= What you are asked to do =
Wherever a line in the data below holds "Любородие", copy that line.

= Dataset content =
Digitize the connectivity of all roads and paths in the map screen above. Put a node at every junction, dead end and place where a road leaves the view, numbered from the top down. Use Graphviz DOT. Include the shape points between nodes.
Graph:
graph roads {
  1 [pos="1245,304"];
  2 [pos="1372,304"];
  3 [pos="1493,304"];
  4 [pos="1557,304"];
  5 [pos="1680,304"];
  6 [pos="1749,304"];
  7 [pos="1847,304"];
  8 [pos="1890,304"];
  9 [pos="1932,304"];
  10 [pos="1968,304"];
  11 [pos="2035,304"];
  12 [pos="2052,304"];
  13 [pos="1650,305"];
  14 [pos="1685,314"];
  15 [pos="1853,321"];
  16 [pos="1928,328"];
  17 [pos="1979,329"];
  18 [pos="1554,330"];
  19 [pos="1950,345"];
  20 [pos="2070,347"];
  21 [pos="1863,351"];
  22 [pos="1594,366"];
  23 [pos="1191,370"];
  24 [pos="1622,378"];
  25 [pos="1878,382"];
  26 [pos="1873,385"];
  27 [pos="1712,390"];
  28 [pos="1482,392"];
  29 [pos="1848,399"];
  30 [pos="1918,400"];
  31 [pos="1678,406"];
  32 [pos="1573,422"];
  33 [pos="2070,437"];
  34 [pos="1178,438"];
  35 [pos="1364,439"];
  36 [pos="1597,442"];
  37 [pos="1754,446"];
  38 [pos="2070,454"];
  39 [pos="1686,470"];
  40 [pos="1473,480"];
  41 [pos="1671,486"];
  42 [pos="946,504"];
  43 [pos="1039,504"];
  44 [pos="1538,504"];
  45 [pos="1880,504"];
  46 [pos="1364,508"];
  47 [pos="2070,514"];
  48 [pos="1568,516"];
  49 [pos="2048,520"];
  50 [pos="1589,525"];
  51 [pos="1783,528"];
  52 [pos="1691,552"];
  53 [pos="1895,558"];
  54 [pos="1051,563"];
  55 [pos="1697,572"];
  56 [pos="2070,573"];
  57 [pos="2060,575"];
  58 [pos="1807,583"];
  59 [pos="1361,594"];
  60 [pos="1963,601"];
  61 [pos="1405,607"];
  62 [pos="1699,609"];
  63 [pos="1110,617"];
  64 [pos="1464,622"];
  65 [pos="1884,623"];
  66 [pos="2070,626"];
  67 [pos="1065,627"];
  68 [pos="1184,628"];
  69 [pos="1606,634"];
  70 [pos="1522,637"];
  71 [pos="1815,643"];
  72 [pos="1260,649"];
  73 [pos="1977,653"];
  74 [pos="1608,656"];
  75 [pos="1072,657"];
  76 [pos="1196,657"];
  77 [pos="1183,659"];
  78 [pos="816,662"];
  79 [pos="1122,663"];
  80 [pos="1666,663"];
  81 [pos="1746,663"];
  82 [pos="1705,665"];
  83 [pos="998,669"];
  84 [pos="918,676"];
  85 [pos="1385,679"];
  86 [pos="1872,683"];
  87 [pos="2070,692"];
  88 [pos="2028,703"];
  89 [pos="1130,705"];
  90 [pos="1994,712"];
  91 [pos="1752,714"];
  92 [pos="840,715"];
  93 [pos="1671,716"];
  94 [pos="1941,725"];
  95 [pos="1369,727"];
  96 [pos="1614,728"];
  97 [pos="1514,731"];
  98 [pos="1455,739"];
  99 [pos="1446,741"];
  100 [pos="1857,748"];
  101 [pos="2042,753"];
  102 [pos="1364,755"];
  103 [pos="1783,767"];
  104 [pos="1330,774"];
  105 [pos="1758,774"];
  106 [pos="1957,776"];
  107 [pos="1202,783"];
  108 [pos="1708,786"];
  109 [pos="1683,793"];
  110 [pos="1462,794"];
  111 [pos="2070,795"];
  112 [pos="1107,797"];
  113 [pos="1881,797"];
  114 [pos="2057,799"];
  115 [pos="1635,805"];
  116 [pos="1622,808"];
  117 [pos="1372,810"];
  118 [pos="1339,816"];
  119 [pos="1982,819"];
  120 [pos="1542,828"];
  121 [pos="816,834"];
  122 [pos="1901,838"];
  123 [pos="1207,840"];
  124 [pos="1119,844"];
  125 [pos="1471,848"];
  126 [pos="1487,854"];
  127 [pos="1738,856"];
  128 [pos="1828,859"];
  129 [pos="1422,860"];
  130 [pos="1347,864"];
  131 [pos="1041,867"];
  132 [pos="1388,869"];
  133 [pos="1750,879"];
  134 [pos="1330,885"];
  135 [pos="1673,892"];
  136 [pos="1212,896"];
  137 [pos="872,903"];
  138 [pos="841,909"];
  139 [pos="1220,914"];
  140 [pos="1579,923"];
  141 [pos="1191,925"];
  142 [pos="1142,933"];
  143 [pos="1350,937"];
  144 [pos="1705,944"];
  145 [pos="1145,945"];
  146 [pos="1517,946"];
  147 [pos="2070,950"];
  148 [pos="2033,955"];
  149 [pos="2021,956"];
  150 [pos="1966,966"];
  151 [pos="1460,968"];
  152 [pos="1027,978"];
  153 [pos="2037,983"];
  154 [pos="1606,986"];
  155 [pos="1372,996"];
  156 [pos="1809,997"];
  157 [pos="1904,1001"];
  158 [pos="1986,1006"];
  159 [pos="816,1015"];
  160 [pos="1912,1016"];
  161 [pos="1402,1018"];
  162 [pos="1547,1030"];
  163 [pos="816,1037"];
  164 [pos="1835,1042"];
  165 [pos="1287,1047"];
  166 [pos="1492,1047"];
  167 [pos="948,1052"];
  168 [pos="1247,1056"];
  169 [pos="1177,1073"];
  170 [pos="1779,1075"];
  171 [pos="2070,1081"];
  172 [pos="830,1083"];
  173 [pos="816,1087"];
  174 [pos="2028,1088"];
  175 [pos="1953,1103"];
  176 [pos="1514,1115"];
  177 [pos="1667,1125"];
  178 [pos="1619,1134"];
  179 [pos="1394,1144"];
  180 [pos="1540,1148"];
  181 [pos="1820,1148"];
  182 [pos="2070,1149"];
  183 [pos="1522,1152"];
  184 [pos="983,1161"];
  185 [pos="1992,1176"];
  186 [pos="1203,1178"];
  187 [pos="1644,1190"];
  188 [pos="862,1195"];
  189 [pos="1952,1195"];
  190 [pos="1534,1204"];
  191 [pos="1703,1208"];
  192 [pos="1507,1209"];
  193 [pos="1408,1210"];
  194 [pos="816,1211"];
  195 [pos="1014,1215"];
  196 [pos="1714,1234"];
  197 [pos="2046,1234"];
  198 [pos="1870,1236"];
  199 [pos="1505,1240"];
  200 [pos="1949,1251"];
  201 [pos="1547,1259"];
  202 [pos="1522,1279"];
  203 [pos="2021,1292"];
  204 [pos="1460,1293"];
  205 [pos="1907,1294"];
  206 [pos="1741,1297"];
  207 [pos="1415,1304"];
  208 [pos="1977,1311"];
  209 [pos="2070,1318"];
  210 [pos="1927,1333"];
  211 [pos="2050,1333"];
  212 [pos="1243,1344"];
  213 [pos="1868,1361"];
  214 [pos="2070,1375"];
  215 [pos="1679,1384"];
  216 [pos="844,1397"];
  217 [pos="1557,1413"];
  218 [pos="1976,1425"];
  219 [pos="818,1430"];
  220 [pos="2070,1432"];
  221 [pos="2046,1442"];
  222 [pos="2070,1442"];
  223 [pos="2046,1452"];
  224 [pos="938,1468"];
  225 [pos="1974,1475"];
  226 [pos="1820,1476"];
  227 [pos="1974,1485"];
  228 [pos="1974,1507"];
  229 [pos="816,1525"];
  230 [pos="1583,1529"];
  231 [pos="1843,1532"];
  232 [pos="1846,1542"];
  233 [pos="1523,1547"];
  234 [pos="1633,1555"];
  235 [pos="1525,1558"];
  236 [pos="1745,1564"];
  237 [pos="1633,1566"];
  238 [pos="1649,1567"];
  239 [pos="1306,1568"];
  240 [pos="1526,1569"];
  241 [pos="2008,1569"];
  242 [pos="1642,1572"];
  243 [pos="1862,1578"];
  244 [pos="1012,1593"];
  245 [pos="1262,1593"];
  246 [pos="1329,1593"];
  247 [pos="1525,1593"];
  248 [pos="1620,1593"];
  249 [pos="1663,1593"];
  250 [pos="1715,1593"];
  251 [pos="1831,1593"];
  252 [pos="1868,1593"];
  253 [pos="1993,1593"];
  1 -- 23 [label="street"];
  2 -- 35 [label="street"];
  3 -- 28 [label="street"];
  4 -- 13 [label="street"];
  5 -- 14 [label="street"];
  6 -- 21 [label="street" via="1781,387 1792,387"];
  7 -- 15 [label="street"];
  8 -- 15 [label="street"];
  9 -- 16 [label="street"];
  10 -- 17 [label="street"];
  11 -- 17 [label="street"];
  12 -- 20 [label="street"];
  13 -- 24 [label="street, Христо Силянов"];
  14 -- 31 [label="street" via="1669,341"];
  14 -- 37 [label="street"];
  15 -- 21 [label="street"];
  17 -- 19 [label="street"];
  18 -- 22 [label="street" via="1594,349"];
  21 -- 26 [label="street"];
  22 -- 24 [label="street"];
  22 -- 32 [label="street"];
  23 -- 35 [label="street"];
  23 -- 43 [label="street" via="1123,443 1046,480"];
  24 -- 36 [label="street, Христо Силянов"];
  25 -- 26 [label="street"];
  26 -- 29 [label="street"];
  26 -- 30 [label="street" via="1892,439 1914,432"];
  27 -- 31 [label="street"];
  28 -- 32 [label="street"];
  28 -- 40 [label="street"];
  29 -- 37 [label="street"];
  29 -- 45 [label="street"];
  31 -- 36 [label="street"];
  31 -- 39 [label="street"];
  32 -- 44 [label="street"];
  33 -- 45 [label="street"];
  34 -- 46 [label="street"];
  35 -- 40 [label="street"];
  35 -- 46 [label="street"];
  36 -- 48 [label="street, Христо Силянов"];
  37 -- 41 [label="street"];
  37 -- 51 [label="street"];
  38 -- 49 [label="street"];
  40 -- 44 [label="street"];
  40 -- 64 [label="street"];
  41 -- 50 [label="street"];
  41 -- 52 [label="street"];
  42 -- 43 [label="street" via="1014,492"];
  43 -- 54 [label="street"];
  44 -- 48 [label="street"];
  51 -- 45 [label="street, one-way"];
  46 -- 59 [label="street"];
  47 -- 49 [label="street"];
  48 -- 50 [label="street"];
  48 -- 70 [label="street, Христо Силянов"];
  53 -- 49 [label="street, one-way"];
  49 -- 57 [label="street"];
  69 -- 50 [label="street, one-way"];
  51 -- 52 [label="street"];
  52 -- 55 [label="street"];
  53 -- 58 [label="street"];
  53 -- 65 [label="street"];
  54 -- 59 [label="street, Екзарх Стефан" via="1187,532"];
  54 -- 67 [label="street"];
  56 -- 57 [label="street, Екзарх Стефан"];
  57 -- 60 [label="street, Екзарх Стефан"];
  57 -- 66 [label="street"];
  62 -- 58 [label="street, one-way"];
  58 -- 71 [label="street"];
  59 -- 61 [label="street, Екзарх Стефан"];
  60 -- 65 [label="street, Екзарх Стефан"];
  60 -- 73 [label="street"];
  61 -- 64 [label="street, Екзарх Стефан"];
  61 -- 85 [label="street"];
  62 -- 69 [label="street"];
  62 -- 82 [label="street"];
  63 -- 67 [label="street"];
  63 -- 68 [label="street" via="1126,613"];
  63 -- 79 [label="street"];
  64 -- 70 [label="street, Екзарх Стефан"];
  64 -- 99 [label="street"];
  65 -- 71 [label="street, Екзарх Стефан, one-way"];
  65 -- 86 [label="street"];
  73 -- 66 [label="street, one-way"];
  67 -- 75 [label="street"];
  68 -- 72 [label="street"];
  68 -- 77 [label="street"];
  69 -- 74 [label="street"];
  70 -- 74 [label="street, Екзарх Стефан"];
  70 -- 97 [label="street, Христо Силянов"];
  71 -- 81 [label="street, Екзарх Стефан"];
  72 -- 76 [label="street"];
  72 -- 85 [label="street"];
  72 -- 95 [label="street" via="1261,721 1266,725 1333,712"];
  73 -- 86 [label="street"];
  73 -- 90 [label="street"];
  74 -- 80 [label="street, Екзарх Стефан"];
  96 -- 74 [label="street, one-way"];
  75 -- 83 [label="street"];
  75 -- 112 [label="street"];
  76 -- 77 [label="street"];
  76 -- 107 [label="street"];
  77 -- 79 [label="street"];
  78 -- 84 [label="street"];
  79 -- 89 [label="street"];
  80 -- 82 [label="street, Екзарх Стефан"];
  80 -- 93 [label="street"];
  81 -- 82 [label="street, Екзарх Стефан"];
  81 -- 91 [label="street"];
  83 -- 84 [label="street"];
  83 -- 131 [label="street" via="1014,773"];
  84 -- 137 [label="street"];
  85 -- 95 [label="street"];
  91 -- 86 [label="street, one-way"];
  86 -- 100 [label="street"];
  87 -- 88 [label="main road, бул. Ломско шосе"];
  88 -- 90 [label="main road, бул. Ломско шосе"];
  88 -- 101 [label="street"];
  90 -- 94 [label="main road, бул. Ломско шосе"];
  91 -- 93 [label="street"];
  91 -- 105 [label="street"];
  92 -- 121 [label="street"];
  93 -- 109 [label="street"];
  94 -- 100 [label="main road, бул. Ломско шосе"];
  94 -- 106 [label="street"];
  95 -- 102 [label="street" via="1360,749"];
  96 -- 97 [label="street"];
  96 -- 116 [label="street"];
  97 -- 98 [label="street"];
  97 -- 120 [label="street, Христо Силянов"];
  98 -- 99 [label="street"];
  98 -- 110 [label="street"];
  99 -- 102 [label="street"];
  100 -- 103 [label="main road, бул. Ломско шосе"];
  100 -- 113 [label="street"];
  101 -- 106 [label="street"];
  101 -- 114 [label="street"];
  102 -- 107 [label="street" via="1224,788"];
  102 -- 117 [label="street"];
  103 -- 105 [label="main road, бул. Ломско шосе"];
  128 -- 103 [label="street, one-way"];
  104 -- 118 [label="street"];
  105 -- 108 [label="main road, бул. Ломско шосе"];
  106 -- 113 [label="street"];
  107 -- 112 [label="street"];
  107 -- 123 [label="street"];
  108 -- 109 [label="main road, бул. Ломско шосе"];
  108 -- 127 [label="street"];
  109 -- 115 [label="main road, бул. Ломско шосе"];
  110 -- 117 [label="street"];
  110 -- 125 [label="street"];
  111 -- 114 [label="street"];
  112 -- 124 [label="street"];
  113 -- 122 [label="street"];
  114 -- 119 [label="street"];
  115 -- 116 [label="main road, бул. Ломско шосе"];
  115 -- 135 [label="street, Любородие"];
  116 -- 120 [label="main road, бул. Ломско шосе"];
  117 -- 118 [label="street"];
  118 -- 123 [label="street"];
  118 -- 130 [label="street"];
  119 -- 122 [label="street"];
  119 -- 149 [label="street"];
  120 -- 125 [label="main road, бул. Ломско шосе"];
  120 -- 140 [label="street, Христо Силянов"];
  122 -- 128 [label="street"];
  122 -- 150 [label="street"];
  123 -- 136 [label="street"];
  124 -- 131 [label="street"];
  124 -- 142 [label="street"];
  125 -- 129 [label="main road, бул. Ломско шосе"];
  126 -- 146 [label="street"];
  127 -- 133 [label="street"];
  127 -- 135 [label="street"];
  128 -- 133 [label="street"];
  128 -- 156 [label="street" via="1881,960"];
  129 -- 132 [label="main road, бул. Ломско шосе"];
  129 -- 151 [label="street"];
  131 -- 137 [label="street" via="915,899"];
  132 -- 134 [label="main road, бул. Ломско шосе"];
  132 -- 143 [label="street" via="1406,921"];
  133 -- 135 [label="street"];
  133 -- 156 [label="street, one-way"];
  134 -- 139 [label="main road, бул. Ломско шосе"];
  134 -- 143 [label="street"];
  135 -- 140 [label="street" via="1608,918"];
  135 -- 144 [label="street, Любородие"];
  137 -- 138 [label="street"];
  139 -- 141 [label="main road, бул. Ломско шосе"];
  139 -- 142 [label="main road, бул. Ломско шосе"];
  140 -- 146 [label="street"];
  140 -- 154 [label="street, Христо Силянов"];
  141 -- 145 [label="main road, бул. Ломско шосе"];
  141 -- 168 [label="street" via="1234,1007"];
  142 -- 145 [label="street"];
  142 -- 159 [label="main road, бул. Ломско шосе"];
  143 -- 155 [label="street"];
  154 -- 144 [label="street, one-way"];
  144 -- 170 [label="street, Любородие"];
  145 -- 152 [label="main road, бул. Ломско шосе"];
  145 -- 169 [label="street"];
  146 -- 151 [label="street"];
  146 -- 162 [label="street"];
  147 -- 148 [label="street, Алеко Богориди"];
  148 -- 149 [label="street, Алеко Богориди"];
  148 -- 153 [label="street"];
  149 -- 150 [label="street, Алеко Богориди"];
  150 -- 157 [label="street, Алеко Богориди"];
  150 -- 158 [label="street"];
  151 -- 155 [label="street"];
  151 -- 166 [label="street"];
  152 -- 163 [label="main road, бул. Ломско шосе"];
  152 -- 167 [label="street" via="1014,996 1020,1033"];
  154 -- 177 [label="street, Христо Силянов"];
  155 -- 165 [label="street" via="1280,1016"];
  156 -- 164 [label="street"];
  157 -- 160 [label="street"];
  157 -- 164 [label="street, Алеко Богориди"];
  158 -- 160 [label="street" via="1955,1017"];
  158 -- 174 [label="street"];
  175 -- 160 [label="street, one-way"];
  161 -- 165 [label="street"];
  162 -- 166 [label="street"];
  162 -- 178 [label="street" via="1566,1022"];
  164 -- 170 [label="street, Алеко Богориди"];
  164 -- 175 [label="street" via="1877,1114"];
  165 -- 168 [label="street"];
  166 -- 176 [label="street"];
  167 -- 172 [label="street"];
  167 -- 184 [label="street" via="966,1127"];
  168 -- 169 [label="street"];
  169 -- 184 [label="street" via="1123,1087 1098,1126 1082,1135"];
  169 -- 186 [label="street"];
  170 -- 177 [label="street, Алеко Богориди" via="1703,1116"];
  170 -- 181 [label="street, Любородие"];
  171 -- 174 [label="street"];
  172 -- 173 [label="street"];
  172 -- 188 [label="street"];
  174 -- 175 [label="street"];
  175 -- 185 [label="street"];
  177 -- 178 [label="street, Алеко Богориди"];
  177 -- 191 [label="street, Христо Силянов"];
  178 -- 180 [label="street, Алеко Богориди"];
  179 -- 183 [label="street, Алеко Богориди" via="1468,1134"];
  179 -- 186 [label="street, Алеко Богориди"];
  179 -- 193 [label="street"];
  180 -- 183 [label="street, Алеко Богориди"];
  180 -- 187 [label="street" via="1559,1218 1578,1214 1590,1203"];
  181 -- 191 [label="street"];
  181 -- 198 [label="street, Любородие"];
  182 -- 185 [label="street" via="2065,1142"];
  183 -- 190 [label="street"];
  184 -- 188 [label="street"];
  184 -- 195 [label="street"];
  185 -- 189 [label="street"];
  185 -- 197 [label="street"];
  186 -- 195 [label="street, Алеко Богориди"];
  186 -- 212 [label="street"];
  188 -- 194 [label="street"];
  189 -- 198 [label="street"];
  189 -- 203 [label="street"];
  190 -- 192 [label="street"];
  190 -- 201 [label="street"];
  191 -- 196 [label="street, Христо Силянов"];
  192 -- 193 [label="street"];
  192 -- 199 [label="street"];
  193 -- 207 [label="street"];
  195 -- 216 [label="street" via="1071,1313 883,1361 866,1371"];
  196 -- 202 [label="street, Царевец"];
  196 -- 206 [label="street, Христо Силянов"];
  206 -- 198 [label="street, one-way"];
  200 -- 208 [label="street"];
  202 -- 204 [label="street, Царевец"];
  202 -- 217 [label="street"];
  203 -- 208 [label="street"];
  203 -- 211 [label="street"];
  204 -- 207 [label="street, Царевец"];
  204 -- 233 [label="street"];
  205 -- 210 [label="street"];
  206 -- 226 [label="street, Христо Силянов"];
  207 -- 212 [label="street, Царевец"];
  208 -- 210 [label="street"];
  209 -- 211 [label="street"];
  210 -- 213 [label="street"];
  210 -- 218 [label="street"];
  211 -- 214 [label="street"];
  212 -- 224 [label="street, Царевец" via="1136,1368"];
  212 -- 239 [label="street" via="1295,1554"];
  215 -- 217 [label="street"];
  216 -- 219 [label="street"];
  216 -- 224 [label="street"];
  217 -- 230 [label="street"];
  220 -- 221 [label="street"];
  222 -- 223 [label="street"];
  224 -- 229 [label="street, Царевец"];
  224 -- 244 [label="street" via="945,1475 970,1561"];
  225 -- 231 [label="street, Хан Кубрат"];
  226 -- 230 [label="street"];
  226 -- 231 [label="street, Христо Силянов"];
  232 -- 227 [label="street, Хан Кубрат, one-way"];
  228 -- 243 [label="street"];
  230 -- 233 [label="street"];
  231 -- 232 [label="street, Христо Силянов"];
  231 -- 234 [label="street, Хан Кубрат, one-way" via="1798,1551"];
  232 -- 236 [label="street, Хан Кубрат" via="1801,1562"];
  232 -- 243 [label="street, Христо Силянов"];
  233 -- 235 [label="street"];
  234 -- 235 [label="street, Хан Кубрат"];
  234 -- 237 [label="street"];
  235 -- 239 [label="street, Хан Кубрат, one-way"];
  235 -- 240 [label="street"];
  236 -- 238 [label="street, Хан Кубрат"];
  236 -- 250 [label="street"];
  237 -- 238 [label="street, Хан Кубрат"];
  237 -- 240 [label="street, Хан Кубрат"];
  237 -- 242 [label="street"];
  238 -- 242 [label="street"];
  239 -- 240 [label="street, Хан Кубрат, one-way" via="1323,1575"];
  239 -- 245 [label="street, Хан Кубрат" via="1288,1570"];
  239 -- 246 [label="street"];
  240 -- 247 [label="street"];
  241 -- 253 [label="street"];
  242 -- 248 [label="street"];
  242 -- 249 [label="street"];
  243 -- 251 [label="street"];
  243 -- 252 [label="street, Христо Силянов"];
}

= Answer to the exercise =
  115 -- 135 [label="street, Любородие"];
  135 -- 144 [label="street, Любородие"];
  144 -- 170 [label="street, Любородие"];
  170 -- 181 [label="street, Любородие"];
  181 -- 198 [label="street, Любородие"];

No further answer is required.